Whenever a line contains the string "nodes", copy it out of the entries.

EXCERPTED DATA START

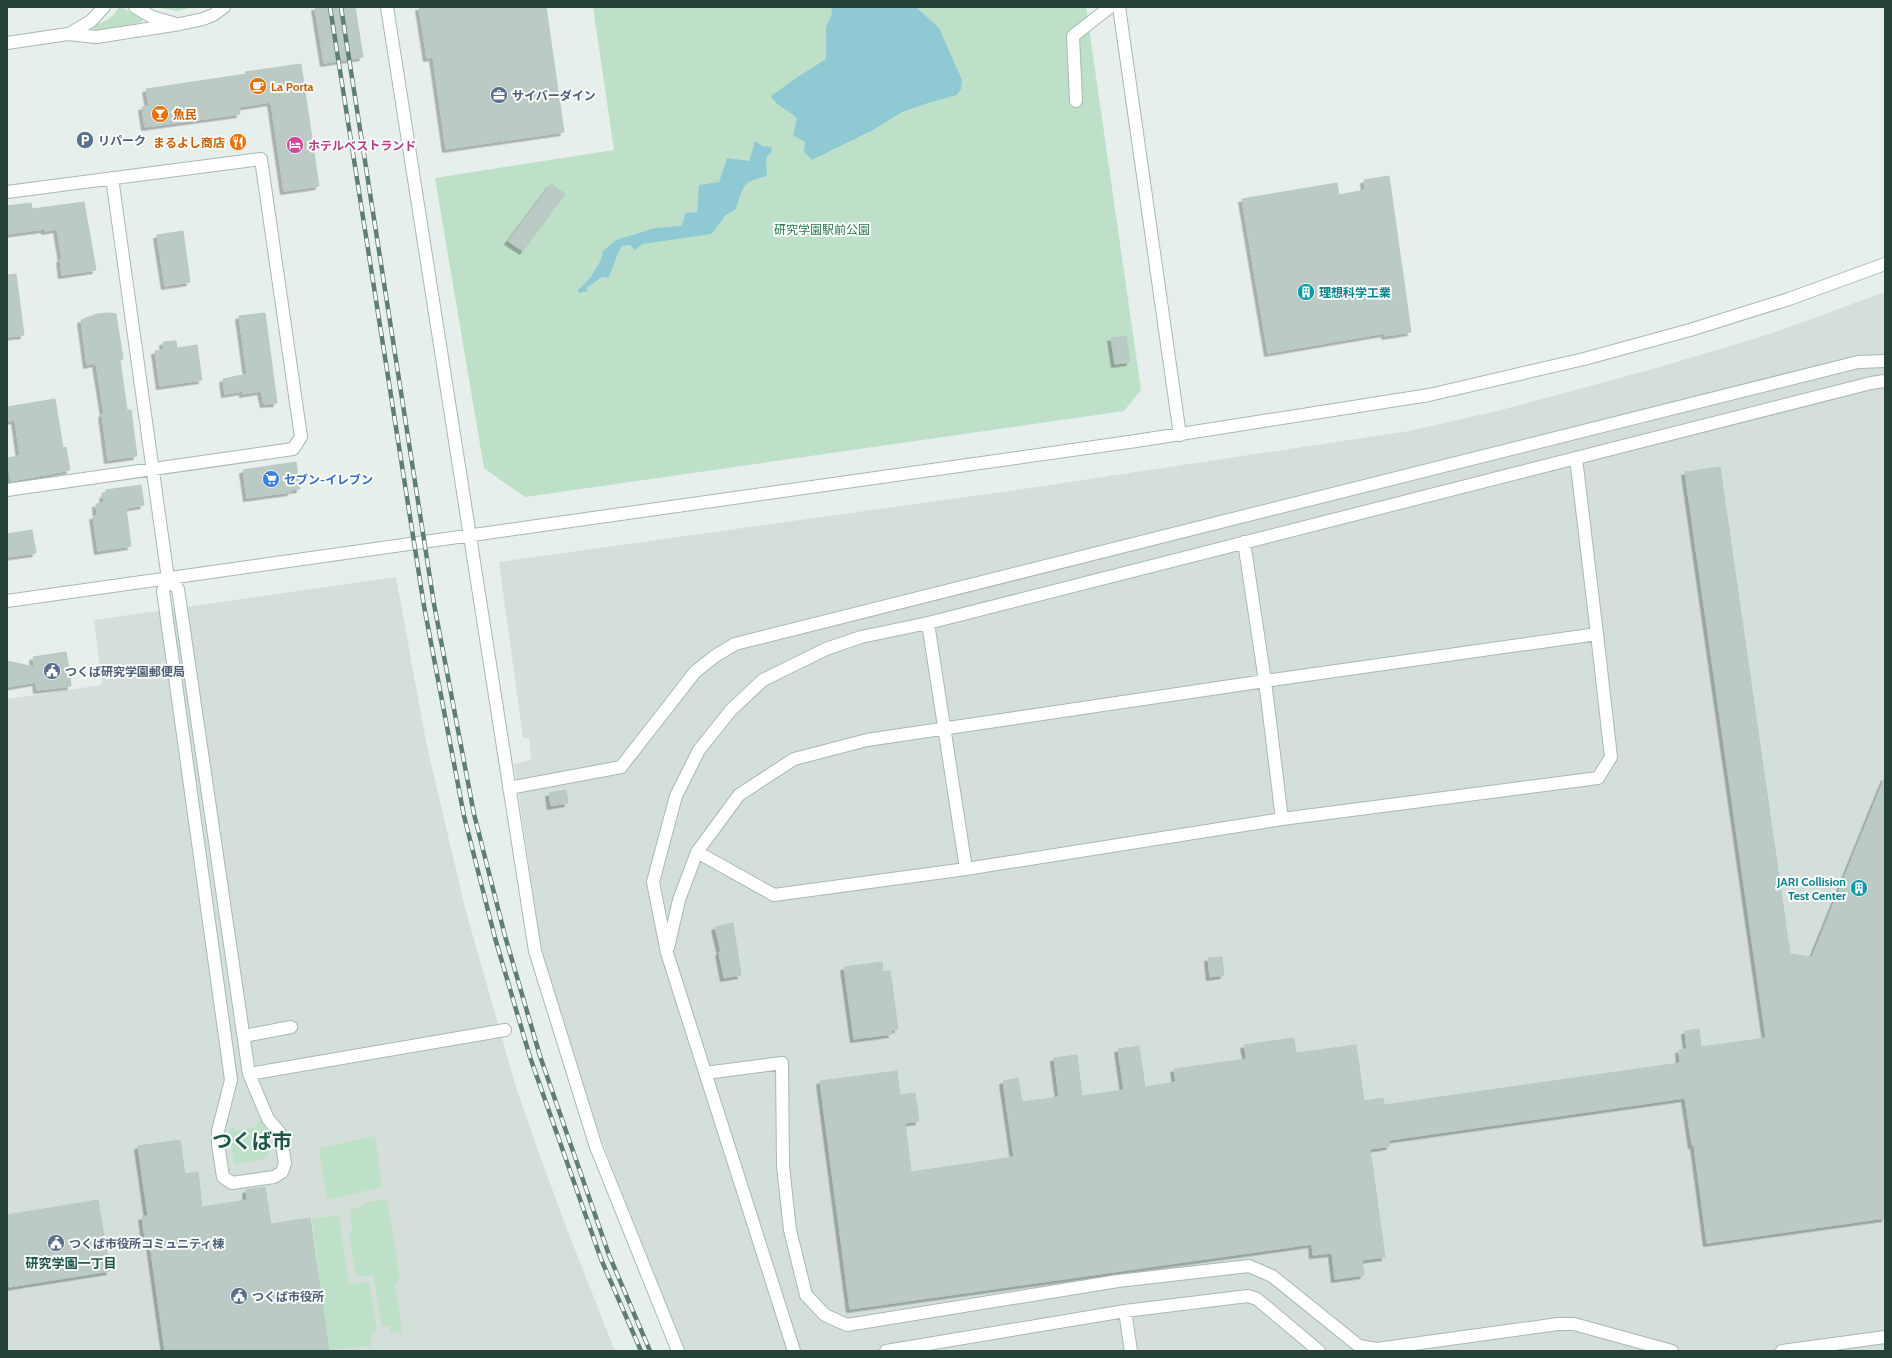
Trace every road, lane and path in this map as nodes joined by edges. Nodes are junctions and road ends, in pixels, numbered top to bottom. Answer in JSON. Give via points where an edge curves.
{"nodes":[{"id":1,"x":113,"y":7,"type":"edge"},
{"id":2,"x":135,"y":7,"type":"edge"},
{"id":3,"x":224,"y":7,"type":"edge"},
{"id":4,"x":387,"y":7,"type":"edge"},
{"id":5,"x":1110,"y":7,"type":"edge"},
{"id":6,"x":1119,"y":7,"type":"edge"},
{"id":7,"x":101,"y":12,"type":"edge"},
{"id":8,"x":180,"y":24,"type":"junction"},
{"id":9,"x":68,"y":34,"type":"junction"},
{"id":10,"x":7,"y":43,"type":"edge"},
{"id":11,"x":1076,"y":101,"type":"dead end"},
{"id":12,"x":112,"y":178,"type":"junction"},
{"id":13,"x":7,"y":192,"type":"edge"},
{"id":14,"x":1885,"y":264,"type":"edge"},
{"id":15,"x":1885,"y":361,"type":"edge"},
{"id":16,"x":1885,"y":381,"type":"edge"},
{"id":17,"x":1180,"y":435,"type":"junction"},
{"id":18,"x":1576,"y":458,"type":"junction"},
{"id":19,"x":153,"y":469,"type":"junction"},
{"id":20,"x":7,"y":490,"type":"edge"},
{"id":21,"x":470,"y":534,"type":"junction"},
{"id":22,"x":1244,"y":542,"type":"junction"},
{"id":23,"x":168,"y":579,"type":"junction"},
{"id":24,"x":7,"y":601,"type":"edge"},
{"id":25,"x":928,"y":623,"type":"junction"},
{"id":26,"x":1597,"y":634,"type":"junction"},
{"id":27,"x":1265,"y":681,"type":"junction"},
{"id":28,"x":945,"y":729,"type":"junction"},
{"id":29,"x":509,"y":788,"type":"junction"},
{"id":30,"x":1282,"y":819,"type":"junction"},
{"id":31,"x":697,"y":852,"type":"junction"},
{"id":32,"x":966,"y":869,"type":"junction"},
{"id":33,"x":666,"y":953,"type":"junction"},
{"id":34,"x":291,"y":1027,"type":"dead end"},
{"id":35,"x":505,"y":1030,"type":"dead end"},
{"id":36,"x":244,"y":1036,"type":"junction"},
{"id":37,"x":705,"y":1073,"type":"junction"},
{"id":38,"x":249,"y":1074,"type":"junction"},
{"id":39,"x":1125,"y":1311,"type":"junction"},
{"id":40,"x":1885,"y":1337,"type":"edge"},
{"id":41,"x":928,"y":1348,"type":"edge"},
{"id":42,"x":678,"y":1351,"type":"edge"},
{"id":43,"x":794,"y":1351,"type":"edge"},
{"id":44,"x":886,"y":1351,"type":"edge"},
{"id":45,"x":1131,"y":1351,"type":"edge"},
{"id":46,"x":1318,"y":1351,"type":"edge"},
{"id":47,"x":1672,"y":1351,"type":"edge"},
{"id":48,"x":1782,"y":1351,"type":"edge"}],
"edges":[{"from":1,"to":7,"type":"street","via":[[107,14]]},
{"from":2,"to":8,"type":"street","via":[[161,21]]},
{"from":3,"to":8,"type":"street","via":[[203,19]]},
{"from":4,"to":21,"type":"street"},
{"from":5,"to":11,"type":"street","via":[[1073,36]]},
{"from":6,"to":17,"type":"street"},
{"from":7,"to":9,"type":"street"},
{"from":8,"to":9,"type":"street","via":[[96,37]]},
{"from":9,"to":10,"type":"street"},
{"from":12,"to":13,"type":"street"},
{"from":12,"to":19,"type":"street"},
{"from":12,"to":19,"type":"street","via":[[261,158],[301,437],[293,449]]},
{"from":14,"to":17,"type":"street","via":[[1789,299],[1690,330],[1508,377],[1429,395]]},
{"from":15,"to":29,"type":"street","via":[[1858,362],[736,644],[695,672],[621,767]]},
{"from":16,"to":18,"type":"street"},
{"from":17,"to":21,"type":"street"},
{"from":18,"to":22,"type":"street"},
{"from":18,"to":26,"type":"street"},
{"from":19,"to":20,"type":"street"},
{"from":19,"to":23,"type":"street"},
{"from":21,"to":23,"type":"street"},
{"from":21,"to":29,"type":"street"},
{"from":22,"to":25,"type":"street"},
{"from":22,"to":27,"type":"street"},
{"from":23,"to":24,"type":"street"},
{"from":23,"to":36,"type":"street","via":[[178,589]]},
{"from":23,"to":38,"type":"street","via":[[163,591],[231,1080],[218,1131],[218,1144],[223,1177],[232,1183],[274,1177],[282,1172],[285,1163],[280,1133],[268,1119]]},
{"from":25,"to":28,"type":"street"},
{"from":25,"to":33,"type":"street","via":[[861,637],[826,649],[763,680],[731,710],[699,750],[676,796],[653,882]]},
{"from":26,"to":27,"type":"street"},
{"from":26,"to":30,"type":"street","via":[[1611,756],[1598,778]]},
{"from":27,"to":28,"type":"street"},
{"from":27,"to":30,"type":"street"},
{"from":28,"to":31,"type":"street","via":[[867,740],[794,759],[739,795]]},
{"from":28,"to":32,"type":"street"},
{"from":29,"to":42,"type":"street","via":[[535,951],[596,1147]]},
{"from":30,"to":32,"type":"street"},
{"from":31,"to":32,"type":"street","via":[[774,895]]},
{"from":31,"to":33,"type":"street","via":[[680,900]]},
{"from":33,"to":37,"type":"street"},
{"from":34,"to":36,"type":"street"},
{"from":35,"to":38,"type":"street"},
{"from":36,"to":38,"type":"street"},
{"from":37,"to":43,"type":"street"},
{"from":37,"to":47,"type":"street","via":[[782,1063],[783,1166],[790,1230],[806,1295],[825,1315],[847,1325],[1118,1281],[1249,1266],[1272,1276],[1359,1346],[1377,1349],[1558,1324],[1574,1324]]},
{"from":39,"to":41,"type":"street"},
{"from":39,"to":45,"type":"street"},
{"from":39,"to":46,"type":"street","via":[[1248,1296],[1257,1299]]},
{"from":40,"to":48,"type":"street"},
{"from":41,"to":44,"type":"street"}]}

EXCERPTED DATA END

### TASK OUTPUT
Trace every road, lane and path in this map as nodes joined by edges. Nodes are junctions and road ends, in pixels, numbered top to bottom. Answer in JSON. Give via points where an edge curves.
{"nodes":[{"id":1,"x":113,"y":7,"type":"edge"},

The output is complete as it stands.